Berlin can become a role model for a social housing policy in the 21st century
The recent changes in Berlin show clearly that social aspects of the housing debate are cast aside whenever the economy is allowed to freely work toward maximum utilization. With the massive privatization in the last decades – in Berlin, more than 220.000 apartments belonging to the city were sold – political decision makers have heavily contributed to the current situation. Selling the most precious and viable objects has not only decreased the communal scope of action in Berlin, it has also paved the way for private equity funds, hedge funds, publicly listed housing enterprises and other institutionalized investors to enter Berlin’s housing market. This finanzialization of housing provision indicates one thing, above all, for tenants: the management of housing stock is decoupled from the buildings themselves as well as from the actual business of renting it out. Housing is no longer the purpose of leasing, but only the necessary byproduct of an economic optimization.

It does not make a difference whether new housing enterprises are called Deutsche Wohnen, Aspire, or Taekker. It does not matter whether the buildings belong to an international fund, an anonymous Verwertungs-GmbH, or an offshore company in Luxemburg: as long as real estate is operated under the stipulation of profit optimization, increasing rent and the fear of displacement will mark the daily reality of Berlin’s tenants. Social housing must always be enforced against private interests to make a profit.

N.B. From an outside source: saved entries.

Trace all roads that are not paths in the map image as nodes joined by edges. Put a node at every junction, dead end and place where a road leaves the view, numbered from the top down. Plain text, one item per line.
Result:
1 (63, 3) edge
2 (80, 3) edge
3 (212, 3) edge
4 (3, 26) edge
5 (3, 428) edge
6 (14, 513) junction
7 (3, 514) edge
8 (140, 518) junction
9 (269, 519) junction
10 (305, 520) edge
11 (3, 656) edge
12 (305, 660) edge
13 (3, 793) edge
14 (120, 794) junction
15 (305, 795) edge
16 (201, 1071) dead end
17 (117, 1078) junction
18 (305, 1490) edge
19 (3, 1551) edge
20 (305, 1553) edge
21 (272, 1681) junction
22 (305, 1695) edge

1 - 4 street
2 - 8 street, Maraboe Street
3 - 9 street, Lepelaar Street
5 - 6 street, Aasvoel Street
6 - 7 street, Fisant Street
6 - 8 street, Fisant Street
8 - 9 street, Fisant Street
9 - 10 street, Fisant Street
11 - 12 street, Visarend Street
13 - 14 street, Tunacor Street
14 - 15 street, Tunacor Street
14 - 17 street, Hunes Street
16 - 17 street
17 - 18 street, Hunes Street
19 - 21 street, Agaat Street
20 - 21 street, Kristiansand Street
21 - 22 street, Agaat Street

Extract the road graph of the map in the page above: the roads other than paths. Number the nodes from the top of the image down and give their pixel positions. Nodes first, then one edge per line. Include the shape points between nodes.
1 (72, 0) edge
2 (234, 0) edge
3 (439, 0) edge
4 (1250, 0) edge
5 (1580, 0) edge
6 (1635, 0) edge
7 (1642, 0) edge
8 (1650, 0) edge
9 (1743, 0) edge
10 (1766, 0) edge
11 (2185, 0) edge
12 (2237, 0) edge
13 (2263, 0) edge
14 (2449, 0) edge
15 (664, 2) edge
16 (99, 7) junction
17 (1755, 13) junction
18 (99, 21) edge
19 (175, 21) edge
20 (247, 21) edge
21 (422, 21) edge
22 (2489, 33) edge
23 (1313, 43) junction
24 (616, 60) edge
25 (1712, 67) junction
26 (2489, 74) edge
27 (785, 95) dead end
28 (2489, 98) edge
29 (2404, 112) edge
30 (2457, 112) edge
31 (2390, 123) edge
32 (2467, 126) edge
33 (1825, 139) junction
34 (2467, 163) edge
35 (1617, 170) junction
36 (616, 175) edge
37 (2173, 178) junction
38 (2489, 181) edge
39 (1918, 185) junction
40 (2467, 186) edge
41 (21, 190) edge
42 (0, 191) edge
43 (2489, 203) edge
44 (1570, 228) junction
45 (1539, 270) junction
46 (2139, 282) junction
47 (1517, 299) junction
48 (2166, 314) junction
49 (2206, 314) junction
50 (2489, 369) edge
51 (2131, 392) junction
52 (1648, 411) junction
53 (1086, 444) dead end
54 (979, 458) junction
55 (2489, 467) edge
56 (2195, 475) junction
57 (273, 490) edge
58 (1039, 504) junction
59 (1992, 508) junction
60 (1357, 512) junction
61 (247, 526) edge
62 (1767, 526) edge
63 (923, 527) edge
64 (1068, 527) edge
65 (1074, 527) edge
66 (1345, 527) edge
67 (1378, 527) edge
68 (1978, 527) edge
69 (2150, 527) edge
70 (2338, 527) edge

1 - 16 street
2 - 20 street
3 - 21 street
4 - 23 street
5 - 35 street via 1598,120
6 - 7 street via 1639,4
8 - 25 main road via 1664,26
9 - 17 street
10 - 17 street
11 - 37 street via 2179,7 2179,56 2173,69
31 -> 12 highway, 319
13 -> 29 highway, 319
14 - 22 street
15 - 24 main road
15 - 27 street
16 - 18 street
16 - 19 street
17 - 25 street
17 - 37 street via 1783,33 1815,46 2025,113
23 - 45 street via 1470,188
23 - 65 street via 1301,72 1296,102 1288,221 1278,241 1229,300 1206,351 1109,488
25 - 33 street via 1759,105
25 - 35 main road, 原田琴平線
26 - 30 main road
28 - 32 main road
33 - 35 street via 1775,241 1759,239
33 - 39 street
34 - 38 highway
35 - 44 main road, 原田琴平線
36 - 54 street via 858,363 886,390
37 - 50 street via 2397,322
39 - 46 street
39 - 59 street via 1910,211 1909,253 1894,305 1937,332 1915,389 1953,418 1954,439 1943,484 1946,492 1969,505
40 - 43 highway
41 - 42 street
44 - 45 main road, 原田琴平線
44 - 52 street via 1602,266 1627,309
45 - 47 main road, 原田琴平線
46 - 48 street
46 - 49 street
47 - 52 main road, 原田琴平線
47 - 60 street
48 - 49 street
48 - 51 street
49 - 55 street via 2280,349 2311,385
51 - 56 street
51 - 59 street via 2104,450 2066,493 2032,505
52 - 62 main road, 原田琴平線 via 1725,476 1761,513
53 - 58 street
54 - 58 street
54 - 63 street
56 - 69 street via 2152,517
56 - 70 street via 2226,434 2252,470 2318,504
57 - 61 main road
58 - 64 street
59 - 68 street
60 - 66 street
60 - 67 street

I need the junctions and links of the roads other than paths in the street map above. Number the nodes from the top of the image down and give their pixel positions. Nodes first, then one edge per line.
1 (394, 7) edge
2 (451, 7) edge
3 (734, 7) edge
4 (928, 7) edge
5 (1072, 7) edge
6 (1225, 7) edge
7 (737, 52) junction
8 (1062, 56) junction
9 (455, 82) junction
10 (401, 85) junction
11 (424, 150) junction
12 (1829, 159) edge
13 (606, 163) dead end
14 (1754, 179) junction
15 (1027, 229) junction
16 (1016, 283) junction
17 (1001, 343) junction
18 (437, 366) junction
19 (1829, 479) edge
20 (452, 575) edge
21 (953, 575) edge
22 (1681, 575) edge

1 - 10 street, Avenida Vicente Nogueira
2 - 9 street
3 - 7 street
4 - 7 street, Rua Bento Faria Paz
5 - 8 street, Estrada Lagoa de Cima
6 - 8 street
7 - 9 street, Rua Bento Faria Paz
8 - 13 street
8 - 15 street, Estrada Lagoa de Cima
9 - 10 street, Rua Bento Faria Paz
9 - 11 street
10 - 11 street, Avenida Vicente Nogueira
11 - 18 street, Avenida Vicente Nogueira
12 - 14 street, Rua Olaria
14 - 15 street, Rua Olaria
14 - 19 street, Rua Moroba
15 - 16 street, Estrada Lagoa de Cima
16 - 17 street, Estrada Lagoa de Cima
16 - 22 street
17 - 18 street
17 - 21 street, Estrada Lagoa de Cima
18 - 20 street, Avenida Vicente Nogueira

Protesters demonstrating against increasing rent have in recent years formulated precise ideas on what a socially oriented housing policy could look like. Above all, an essential turn in property policies, an expansion of public housing stock, and an improved rent control are among the political goals that the city of Berlin has by now also adopted. In order to stop the exploitation that accompanies a real estate market that has become unbound, it will not suffice to regulate rental fees, conversion tactics, and modernization activities a little more avidly.  Rules for the environmental protection and rent control alone will not protect Berliner tenants from displacement.  It would instead be necessary to control the sales price of real estate in order to regulate the trade with properties and buildings and reduce the expected revenue. This could, for instance, be achieved through fixed maximum prices for properties and buildings, which should be based on the potential revenue generated by a legally justified management. Such a price capping would not only disrupt the rationale of sales chains leading to ever higher prices, but would also enable communal, cooperative, and non-profit developers to realize projects that guarantee affordable rent in Berlin. In the end, social urban development will depend upon whether we succeed to expand the share of housing stock that is not profit-oriented. Making more forceful use of the right of first refusal as well as the possibility of expropriation (against a compensation) in order to secure housing provision for all income groups are today heatedly debated in Berlin and other cities. These debates show that it is possible to rethink housing policies, at least on the local level.

“Looking back on 30 years of neoliberalism and the overexploitation of instruments used to develop the welfare state’s housing policies, the demands to return to a social urban policy may appear utopian.”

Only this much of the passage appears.